Another take at regression: be critical
You are given data on GDP per capita and its relation to the percentage of urban population for several UN countries, measured in the year 2014 (Source: The World Bank). This dataset is stored in a data frame world_bank_train and has two variables: cgdp and urb_pop.
Have a look at the data, do you think a relationship between the two is plausible? Try to set up a linear model for the percentage of urban population based on the GDP per capita.
Afghanistan has a GDP per capita of 413 USD, stored in cgdp_afg, but its urban population in 2014 is not known yet.

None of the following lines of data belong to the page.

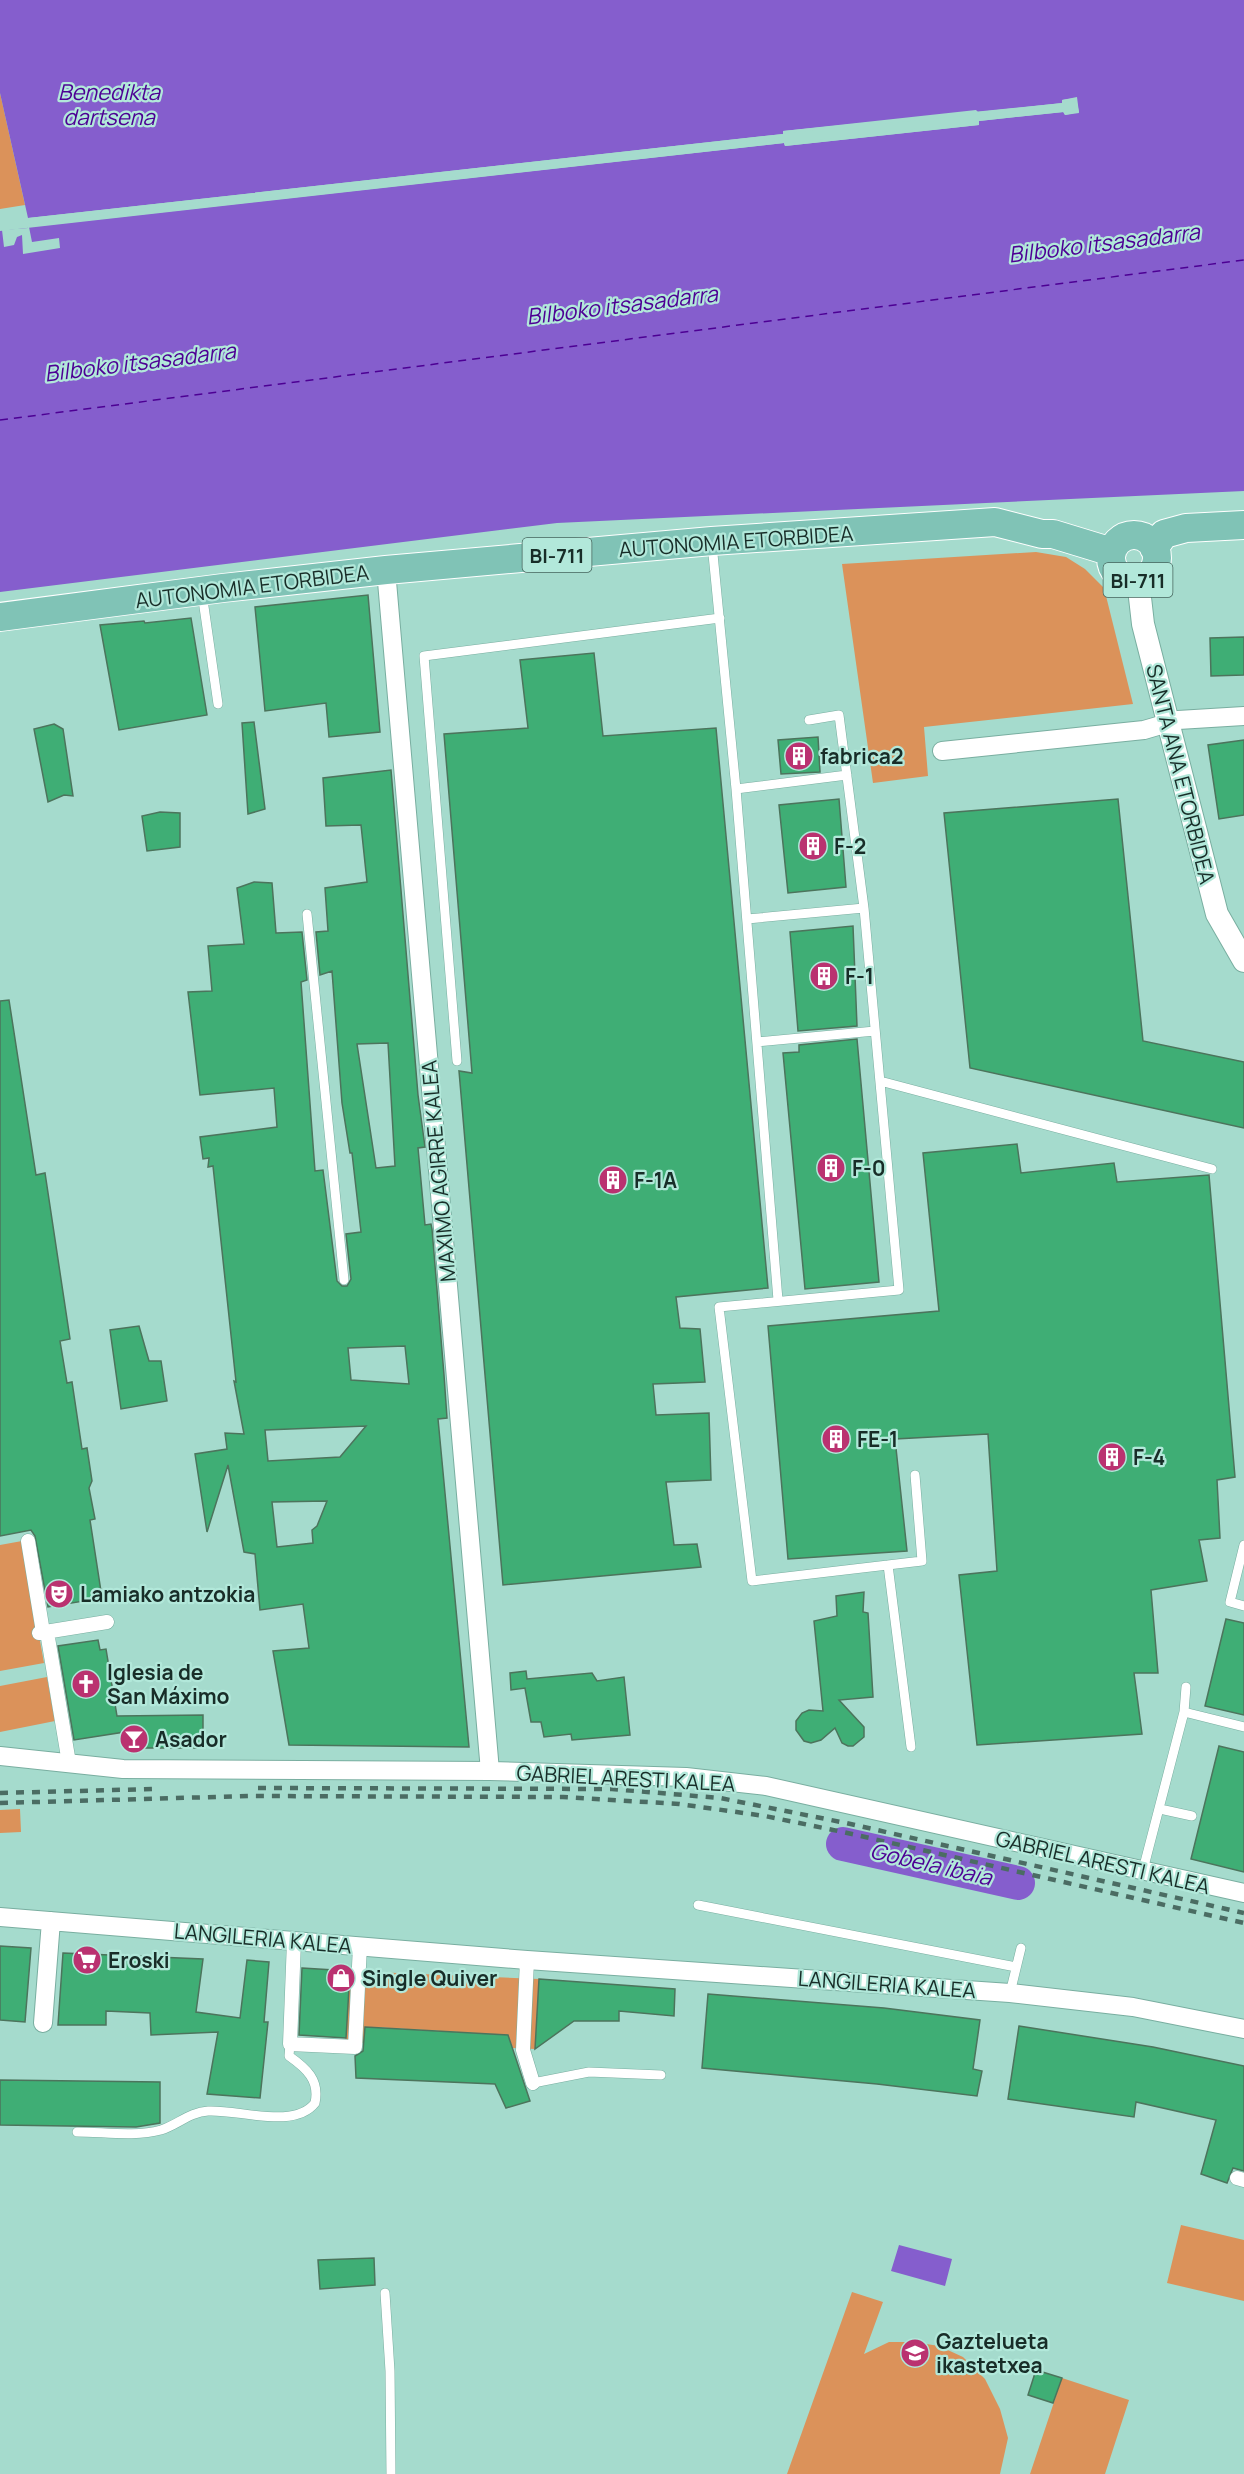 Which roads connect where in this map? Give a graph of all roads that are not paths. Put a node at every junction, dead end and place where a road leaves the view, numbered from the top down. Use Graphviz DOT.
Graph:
graph roads {
  1 [pos="1244,525"];
  2 [pos="712,541"];
  3 [pos="1154,548"];
  4 [pos="1112,552"];
  5 [pos="386,570"];
  6 [pos="1138,580"];
  7 [pos="202,591"];
  8 [pos="0,617"];
  9 [pos="720,618"];
  10 [pos="218,704"];
  11 [pos="1244,716"];
  12 [pos="809,720"];
  13 [pos="1168,723"];
  14 [pos="942,751"];
  15 [pos="847,775"];
  16 [pos="736,789"];
  17 [pos="864,908"];
  18 [pos="307,914"];
  19 [pos="747,919"];
  20 [pos="1244,961"];
  21 [pos="875,1031"];
  22 [pos="757,1042"];
  23 [pos="457,1061"];
  24 [pos="880,1082"];
  25 [pos="1212,1169"];
  26 [pos="344,1280"];
  27 [pos="778,1300"];
  28 [pos="915,1475"];
  29 [pos="28,1541"];
  30 [pos="1244,1545"];
  31 [pos="888,1565"];
  32 [pos="1244,1606"];
  33 [pos="107,1622"];
  34 [pos="43,1632"];
  35 [pos="1186,1687"];
  36 [pos="1184,1712"];
  37 [pos="1244,1727"];
  38 [pos="911,1747"];
  39 [pos="0,1756"];
  40 [pos="69,1763"];
  41 [pos="490,1771"];
  42 [pos="1160,1809"];
  43 [pos="1192,1816"];
  44 [pos="1143,1870"];
  45 [pos="1244,1893"];
  46 [pos="698,1905"];
  47 [pos="0,1917"];
  48 [pos="51,1921"];
  49 [pos="294,1941"];
  50 [pos="360,1946"];
  51 [pos="1021,1948"];
  52 [pos="527,1960"];
  53 [pos="1016,1967"];
  54 [pos="1010,1993"];
  55 [pos="43,2023"];
  56 [pos="1244,2029"];
  57 [pos="290,2044"];
  58 [pos="661,2075"];
  59 [pos="533,2083"];
  60 [pos="77,2132"];
  61 [pos="385,2293"];
  62 [pos="391,2474"];
  1 -- 3 [label="main road, BI-711"];
  2 -- 4 [label="main road, AUTONOMIA ETORBIDEA / BI-711"];
  2 -- 5 [label="main road, AUTONOMIA ETORBIDEA / BI-711"];
  2 -- 9 [label="lane"];
  3 -- 4 [label="main road, BI-711"];
  3 -- 6 [label="main road, BI-711"];
  4 -- 6 [label="main road, BI-711"];
  5 -- 7 [label="main road, AUTONOMIA ETORBIDEA / BI-711"];
  5 -- 41 [label="street, MAXIMO AGIRRE KALEA"];
  6 -- 13 [label="street, SANTA ANA ETORBIDEA"];
  7 -- 8 [label="main road, AUTONOMIA ETORBIDEA / BI-711"];
  7 -- 10 [label="lane"];
  9 -- 16 [label="lane"];
  9 -- 23 [label="lane"];
  11 -- 13 [label="street"];
  12 -- 15 [label="lane"];
  13 -- 14 [label="street"];
  13 -- 20 [label="street, SANTA ANA ETORBIDEA"];
  15 -- 16 [label="lane"];
  15 -- 17 [label="lane"];
  16 -- 19 [label="lane"];
  17 -- 19 [label="lane"];
  17 -- 21 [label="lane"];
  18 -- 26 [label="lane"];
  19 -- 22 [label="lane"];
  21 -- 22 [label="lane"];
  21 -- 24 [label="lane"];
  22 -- 27 [label="lane"];
  24 -- 25 [label="lane"];
  24 -- 27 [label="lane"];
  27 -- 31 [label="lane"];
  28 -- 31 [label="lane"];
  29 -- 34 [label="street"];
  30 -- 32 [label="lane"];
  31 -- 38 [label="lane"];
  33 -- 34 [label="street"];
  34 -- 40 [label="street"];
  35 -- 36 [label="lane"];
  36 -- 37 [label="lane"];
  36 -- 42 [label="lane"];
  39 -- 40 [label="street, GABRIEL ARESTI KALEA"];
  40 -- 41 [label="street, GABRIEL ARESTI KALEA"];
  41 -- 44 [label="street, GABRIEL ARESTI KALEA"];
  42 -- 43 [label="lane"];
  42 -- 44 [label="lane"];
  44 -- 45 [label="street, GABRIEL ARESTI KALEA"];
  46 -- 53 [label="lane"];
  47 -- 48 [label="street, LANGILERIA KALEA"];
  48 -- 49 [label="street, LANGILERIA KALEA"];
  48 -- 55 [label="street"];
  49 -- 50 [label="street, LANGILERIA KALEA"];
  49 -- 57 [label="street"];
  50 -- 52 [label="street, LANGILERIA KALEA"];
  50 -- 57 [label="street"];
  51 -- 53 [label="lane"];
  52 -- 54 [label="street, LANGILERIA KALEA"];
  52 -- 59 [label="street"];
  53 -- 54 [label="lane"];
  54 -- 56 [label="street, LANGILERIA KALEA"];
  57 -- 60 [label="lane"];
  58 -- 59 [label="lane"];
  61 -- 62 [label="lane"];
}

Can you predict the outcome using your model?
world_bank_train <- read.csv("world_bank_train.csv")
cgdp_afg <- read.csv("cgdp_afg.csv")
# Plot urb_pop as function of cgdp
plot(world_bank_train$urb_pop, world_bank_train$cgdp)
# Set up a linear model between the two variables: lm_wb
lm_wb <- lm(urb_pop ~ cgdp, data = world_bank_train)
# Add a red regression line to your scatter plot
abline(lm_wb$coefficients, col = "red")

# Summarize lm_wb and select R-squared
summary(lm_wb)$r.squared
## [1] 0.3822067
# Predict the urban population of afghanistan based on cgdp_afg
predict(lm_wb, cgdp_afg)
## 1
## 45.01204
- Although, you must admit, your linear model is barely acceptable and far from satisfying. R-squared is quite low and the regression line doesn’t seem to fit well, so is the predicted 45% to be trusted?
Non-linear, but still linear?
In the last exercise, your scatter plot didn’t show a strong linear relationship. You confirmed this with the regression line and R2R2.
To improve your model, take a step back and study the nature of the data. The predictor variable is numerical, while the response variable is expressed in percentiles. It would make more sense if there were a linear relationship between the percentile changes of the GDP / capita and the changes in the response.
To obtain an estimation of percentile changes, take the natural logarithm of the GDP / capita and use this as your new predictor variable. A model solution to the previous exercise is included in the editor; up to you to make some changes.
# Convert the cgdp variable of world_bank_train to log(cgdp) in both plot() and lm().
# Plot: change the formula and xlab
plot(urb_pop ~ log(cgdp), data = world_bank_train,
xlab = "log(GDP per Capita)",
ylab = "Percentage of urban population")
# Linear model: change the formula
lm_wb_log <- lm(urb_pop ~ log(cgdp), data = world_bank_train)
# Add a red regression line to your scatter plot
abline(lm_wb_log$coefficients, col = "red")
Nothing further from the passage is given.